(Dataset entries)
-------

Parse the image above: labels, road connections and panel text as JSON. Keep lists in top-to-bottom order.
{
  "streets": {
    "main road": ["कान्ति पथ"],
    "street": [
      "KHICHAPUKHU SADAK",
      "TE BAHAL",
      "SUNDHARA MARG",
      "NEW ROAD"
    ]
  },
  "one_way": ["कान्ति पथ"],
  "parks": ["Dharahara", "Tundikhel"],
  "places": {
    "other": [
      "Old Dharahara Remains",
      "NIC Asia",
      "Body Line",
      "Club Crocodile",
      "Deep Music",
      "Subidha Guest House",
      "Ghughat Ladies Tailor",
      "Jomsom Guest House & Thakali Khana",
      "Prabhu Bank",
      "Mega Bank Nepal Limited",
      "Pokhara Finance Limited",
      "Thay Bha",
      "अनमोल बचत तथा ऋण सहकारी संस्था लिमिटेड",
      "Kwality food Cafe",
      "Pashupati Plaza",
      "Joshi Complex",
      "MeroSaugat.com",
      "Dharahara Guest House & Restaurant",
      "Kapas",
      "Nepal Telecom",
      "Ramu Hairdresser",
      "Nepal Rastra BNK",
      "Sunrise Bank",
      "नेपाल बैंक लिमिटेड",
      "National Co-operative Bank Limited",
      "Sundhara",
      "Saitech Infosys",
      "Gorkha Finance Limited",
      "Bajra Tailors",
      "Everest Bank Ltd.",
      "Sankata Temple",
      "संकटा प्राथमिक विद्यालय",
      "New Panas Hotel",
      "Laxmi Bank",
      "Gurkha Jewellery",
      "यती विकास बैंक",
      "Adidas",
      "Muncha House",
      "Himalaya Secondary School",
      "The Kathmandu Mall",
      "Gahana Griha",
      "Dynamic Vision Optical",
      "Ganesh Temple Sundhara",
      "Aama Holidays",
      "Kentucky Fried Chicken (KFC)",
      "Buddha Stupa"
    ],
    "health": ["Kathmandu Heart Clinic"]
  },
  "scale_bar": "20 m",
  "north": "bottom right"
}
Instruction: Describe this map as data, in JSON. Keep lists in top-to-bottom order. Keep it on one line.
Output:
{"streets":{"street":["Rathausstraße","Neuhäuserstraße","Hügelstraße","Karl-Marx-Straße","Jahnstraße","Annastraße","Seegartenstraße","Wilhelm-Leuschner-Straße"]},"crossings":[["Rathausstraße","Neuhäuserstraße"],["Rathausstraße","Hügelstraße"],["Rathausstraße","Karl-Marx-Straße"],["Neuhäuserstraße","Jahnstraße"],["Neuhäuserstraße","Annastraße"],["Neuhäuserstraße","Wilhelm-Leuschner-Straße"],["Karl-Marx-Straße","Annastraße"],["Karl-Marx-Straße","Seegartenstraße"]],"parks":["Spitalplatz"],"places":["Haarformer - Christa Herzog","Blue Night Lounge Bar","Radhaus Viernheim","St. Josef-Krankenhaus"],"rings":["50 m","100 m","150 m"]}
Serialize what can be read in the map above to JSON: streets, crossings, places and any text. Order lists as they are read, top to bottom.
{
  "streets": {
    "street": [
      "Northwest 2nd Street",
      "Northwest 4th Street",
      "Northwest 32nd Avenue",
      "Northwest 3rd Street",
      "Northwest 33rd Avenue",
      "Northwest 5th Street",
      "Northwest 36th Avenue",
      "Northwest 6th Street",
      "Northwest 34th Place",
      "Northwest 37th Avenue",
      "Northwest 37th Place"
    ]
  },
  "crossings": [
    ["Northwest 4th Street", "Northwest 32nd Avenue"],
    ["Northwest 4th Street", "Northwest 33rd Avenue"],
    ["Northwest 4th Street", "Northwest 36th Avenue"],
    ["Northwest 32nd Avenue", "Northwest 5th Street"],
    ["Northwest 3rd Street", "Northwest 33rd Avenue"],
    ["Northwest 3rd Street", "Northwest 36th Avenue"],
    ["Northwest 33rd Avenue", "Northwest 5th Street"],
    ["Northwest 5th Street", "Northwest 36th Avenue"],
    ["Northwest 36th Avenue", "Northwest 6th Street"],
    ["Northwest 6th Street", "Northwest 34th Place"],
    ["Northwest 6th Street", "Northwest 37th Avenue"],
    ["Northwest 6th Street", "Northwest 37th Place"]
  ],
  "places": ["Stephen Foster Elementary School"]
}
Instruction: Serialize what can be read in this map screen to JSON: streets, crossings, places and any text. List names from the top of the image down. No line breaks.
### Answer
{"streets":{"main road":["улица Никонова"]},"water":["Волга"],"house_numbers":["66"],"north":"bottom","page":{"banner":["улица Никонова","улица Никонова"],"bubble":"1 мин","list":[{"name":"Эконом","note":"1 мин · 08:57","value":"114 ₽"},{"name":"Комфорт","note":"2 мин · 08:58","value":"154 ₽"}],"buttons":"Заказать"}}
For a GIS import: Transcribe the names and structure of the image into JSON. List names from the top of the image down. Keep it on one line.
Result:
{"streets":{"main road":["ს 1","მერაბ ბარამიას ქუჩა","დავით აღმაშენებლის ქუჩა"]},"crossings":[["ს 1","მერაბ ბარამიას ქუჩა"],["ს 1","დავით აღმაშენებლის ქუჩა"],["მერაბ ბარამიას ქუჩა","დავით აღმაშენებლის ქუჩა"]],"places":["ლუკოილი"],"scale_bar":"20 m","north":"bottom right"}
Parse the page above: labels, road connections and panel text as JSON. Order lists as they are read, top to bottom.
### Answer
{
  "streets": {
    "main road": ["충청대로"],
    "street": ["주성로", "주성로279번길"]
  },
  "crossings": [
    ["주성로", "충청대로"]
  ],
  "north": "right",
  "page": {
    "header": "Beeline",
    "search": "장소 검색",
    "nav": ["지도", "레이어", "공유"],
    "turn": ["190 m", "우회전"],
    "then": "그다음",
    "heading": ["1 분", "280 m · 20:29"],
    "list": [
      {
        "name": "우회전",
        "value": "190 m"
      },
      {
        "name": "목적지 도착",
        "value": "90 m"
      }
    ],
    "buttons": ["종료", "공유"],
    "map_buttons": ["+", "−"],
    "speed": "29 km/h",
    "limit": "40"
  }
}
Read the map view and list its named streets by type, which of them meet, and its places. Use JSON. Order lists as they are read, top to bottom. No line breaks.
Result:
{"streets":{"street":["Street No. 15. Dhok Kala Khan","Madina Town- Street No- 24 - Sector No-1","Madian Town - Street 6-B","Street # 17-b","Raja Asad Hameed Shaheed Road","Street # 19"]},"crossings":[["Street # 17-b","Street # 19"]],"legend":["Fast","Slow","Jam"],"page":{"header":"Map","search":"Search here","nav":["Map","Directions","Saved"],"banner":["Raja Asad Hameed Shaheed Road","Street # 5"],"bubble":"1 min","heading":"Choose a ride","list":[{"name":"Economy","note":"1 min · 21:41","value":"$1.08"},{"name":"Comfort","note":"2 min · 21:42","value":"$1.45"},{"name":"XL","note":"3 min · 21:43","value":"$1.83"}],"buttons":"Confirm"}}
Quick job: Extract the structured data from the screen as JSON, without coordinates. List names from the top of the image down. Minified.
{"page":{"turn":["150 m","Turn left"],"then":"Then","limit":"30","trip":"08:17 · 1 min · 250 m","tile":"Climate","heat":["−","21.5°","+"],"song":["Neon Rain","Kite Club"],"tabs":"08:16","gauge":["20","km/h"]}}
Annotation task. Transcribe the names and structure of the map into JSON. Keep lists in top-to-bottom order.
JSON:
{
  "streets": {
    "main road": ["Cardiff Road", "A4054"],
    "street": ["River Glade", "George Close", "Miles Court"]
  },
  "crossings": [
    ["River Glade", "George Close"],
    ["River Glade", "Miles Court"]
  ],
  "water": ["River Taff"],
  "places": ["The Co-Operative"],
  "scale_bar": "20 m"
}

-------

■ **TASK PROMPT**
Each record above needs to be reproduced exactly as written.

■ **SOLUTION**
Parse the image above: labels, road connections and panel text as JSON. Keep lists in top-to-bottom order.
{
  "streets": {
    "main road": ["कान्ति पथ"],
    "street": [
      "KHICHAPUKHU SADAK",
      "TE BAHAL",
      "SUNDHARA MARG",
      "NEW ROAD"
    ]
  },
  "one_way": ["कान्ति पथ"],
  "parks": ["Dharahara", "Tundikhel"],
  "places": {
    "other": [
      "Old Dharahara Remains",
      "NIC Asia",
      "Body Line",
      "Club Crocodile",
      "Deep Music",
      "Subidha Guest House",
      "Ghughat Ladies Tailor",
      "Jomsom Guest House & Thakali Khana",
      "Prabhu Bank",
      "Mega Bank Nepal Limited",
      "Pokhara Finance Limited",
      "Thay Bha",
      "अनमोल बचत तथा ऋण सहकारी संस्था लिमिटेड",
      "Kwality food Cafe",
      "Pashupati Plaza",
      "Joshi Complex",
      "MeroSaugat.com",
      "Dharahara Guest House & Restaurant",
      "Kapas",
      "Nepal Telecom",
      "Ramu Hairdresser",
      "Nepal Rastra BNK",
      "Sunrise Bank",
      "नेपाल बैंक लिमिटेड",
      "National Co-operative Bank Limited",
      "Sundhara",
      "Saitech Infosys",
      "Gorkha Finance Limited",
      "Bajra Tailors",
      "Everest Bank Ltd.",
      "Sankata Temple",
      "संकटा प्राथमिक विद्यालय",
      "New Panas Hotel",
      "Laxmi Bank",
      "Gurkha Jewellery",
      "यती विकास बैंक",
      "Adidas",
      "Muncha House",
      "Himalaya Secondary School",
      "The Kathmandu Mall",
      "Gahana Griha",
      "Dynamic Vision Optical",
      "Ganesh Temple Sundhara",
      "Aama Holidays",
      "Kentucky Fried Chicken (KFC)",
      "Buddha Stupa"
    ],
    "health": ["Kathmandu Heart Clinic"]
  },
  "scale_bar": "20 m",
  "north": "bottom right"
}
Instruction: Describe this map as data, in JSON. Keep lists in top-to-bottom order. Keep it on one line.
Output:
{"streets":{"street":["Rathausstraße","Neuhäuserstraße","Hügelstraße","Karl-Marx-Straße","Jahnstraße","Annastraße","Seegartenstraße","Wilhelm-Leuschner-Straße"]},"crossings":[["Rathausstraße","Neuhäuserstraße"],["Rathausstraße","Hügelstraße"],["Rathausstraße","Karl-Marx-Straße"],["Neuhäuserstraße","Jahnstraße"],["Neuhäuserstraße","Annastraße"],["Neuhäuserstraße","Wilhelm-Leuschner-Straße"],["Karl-Marx-Straße","Annastraße"],["Karl-Marx-Straße","Seegartenstraße"]],"parks":["Spitalplatz"],"places":["Haarformer - Christa Herzog","Blue Night Lounge Bar","Radhaus Viernheim","St. Josef-Krankenhaus"],"rings":["50 m","100 m","150 m"]}
Serialize what can be read in the map above to JSON: streets, crossings, places and any text. Order lists as they are read, top to bottom.
{
  "streets": {
    "street": [
      "Northwest 2nd Street",
      "Northwest 4th Street",
      "Northwest 32nd Avenue",
      "Northwest 3rd Street",
      "Northwest 33rd Avenue",
      "Northwest 5th Street",
      "Northwest 36th Avenue",
      "Northwest 6th Street",
      "Northwest 34th Place",
      "Northwest 37th Avenue",
      "Northwest 37th Place"
    ]
  },
  "crossings": [
    ["Northwest 4th Street", "Northwest 32nd Avenue"],
    ["Northwest 4th Street", "Northwest 33rd Avenue"],
    ["Northwest 4th Street", "Northwest 36th Avenue"],
    ["Northwest 32nd Avenue", "Northwest 5th Street"],
    ["Northwest 3rd Street", "Northwest 33rd Avenue"],
    ["Northwest 3rd Street", "Northwest 36th Avenue"],
    ["Northwest 33rd Avenue", "Northwest 5th Street"],
    ["Northwest 5th Street", "Northwest 36th Avenue"],
    ["Northwest 36th Avenue", "Northwest 6th Street"],
    ["Northwest 6th Street", "Northwest 34th Place"],
    ["Northwest 6th Street", "Northwest 37th Avenue"],
    ["Northwest 6th Street", "Northwest 37th Place"]
  ],
  "places": ["Stephen Foster Elementary School"]
}
Instruction: Serialize what can be read in this map screen to JSON: streets, crossings, places and any text. List names from the top of the image down. No line breaks.
### Answer
{"streets":{"main road":["улица Никонова"]},"water":["Волга"],"house_numbers":["66"],"north":"bottom","page":{"banner":["улица Никонова","улица Никонова"],"bubble":"1 мин","list":[{"name":"Эконом","note":"1 мин · 08:57","value":"114 ₽"},{"name":"Комфорт","note":"2 мин · 08:58","value":"154 ₽"}],"buttons":"Заказать"}}
For a GIS import: Transcribe the names and structure of the image into JSON. List names from the top of the image down. Keep it on one line.
Result:
{"streets":{"main road":["ს 1","მერაბ ბარამიას ქუჩა","დავით აღმაშენებლის ქუჩა"]},"crossings":[["ს 1","მერაბ ბარამიას ქუჩა"],["ს 1","დავით აღმაშენებლის ქუჩა"],["მერაბ ბარამიას ქუჩა","დავით აღმაშენებლის ქუჩა"]],"places":["ლუკოილი"],"scale_bar":"20 m","north":"bottom right"}
Parse the page above: labels, road connections and panel text as JSON. Order lists as they are read, top to bottom.
### Answer
{
  "streets": {
    "main road": ["충청대로"],
    "street": ["주성로", "주성로279번길"]
  },
  "crossings": [
    ["주성로", "충청대로"]
  ],
  "north": "right",
  "page": {
    "header": "Beeline",
    "search": "장소 검색",
    "nav": ["지도", "레이어", "공유"],
    "turn": ["190 m", "우회전"],
    "then": "그다음",
    "heading": ["1 분", "280 m · 20:29"],
    "list": [
      {
        "name": "우회전",
        "value": "190 m"
      },
      {
        "name": "목적지 도착",
        "value": "90 m"
      }
    ],
    "buttons": ["종료", "공유"],
    "map_buttons": ["+", "−"],
    "speed": "29 km/h",
    "limit": "40"
  }
}
Read the map view and list its named streets by type, which of them meet, and its places. Use JSON. Order lists as they are read, top to bottom. No line breaks.
Result:
{"streets":{"street":["Street No. 15. Dhok Kala Khan","Madina Town- Street No- 24 - Sector No-1","Madian Town - Street 6-B","Street # 17-b","Raja Asad Hameed Shaheed Road","Street # 19"]},"crossings":[["Street # 17-b","Street # 19"]],"legend":["Fast","Slow","Jam"],"page":{"header":"Map","search":"Search here","nav":["Map","Directions","Saved"],"banner":["Raja Asad Hameed Shaheed Road","Street # 5"],"bubble":"1 min","heading":"Choose a ride","list":[{"name":"Economy","note":"1 min · 21:41","value":"$1.08"},{"name":"Comfort","note":"2 min · 21:42","value":"$1.45"},{"name":"XL","note":"3 min · 21:43","value":"$1.83"}],"buttons":"Confirm"}}
Quick job: Extract the structured data from the screen as JSON, without coordinates. List names from the top of the image down. Minified.
{"page":{"turn":["150 m","Turn left"],"then":"Then","limit":"30","trip":"08:17 · 1 min · 250 m","tile":"Climate","heat":["−","21.5°","+"],"song":["Neon Rain","Kite Club"],"tabs":"08:16","gauge":["20","km/h"]}}
Annotation task. Transcribe the names and structure of the map into JSON. Keep lists in top-to-bottom order.
JSON:
{
  "streets": {
    "main road": ["Cardiff Road", "A4054"],
    "street": ["River Glade", "George Close", "Miles Court"]
  },
  "crossings": [
    ["River Glade", "George Close"],
    ["River Glade", "Miles Court"]
  ],
  "water": ["River Taff"],
  "places": ["The Co-Operative"],
  "scale_bar": "20 m"
}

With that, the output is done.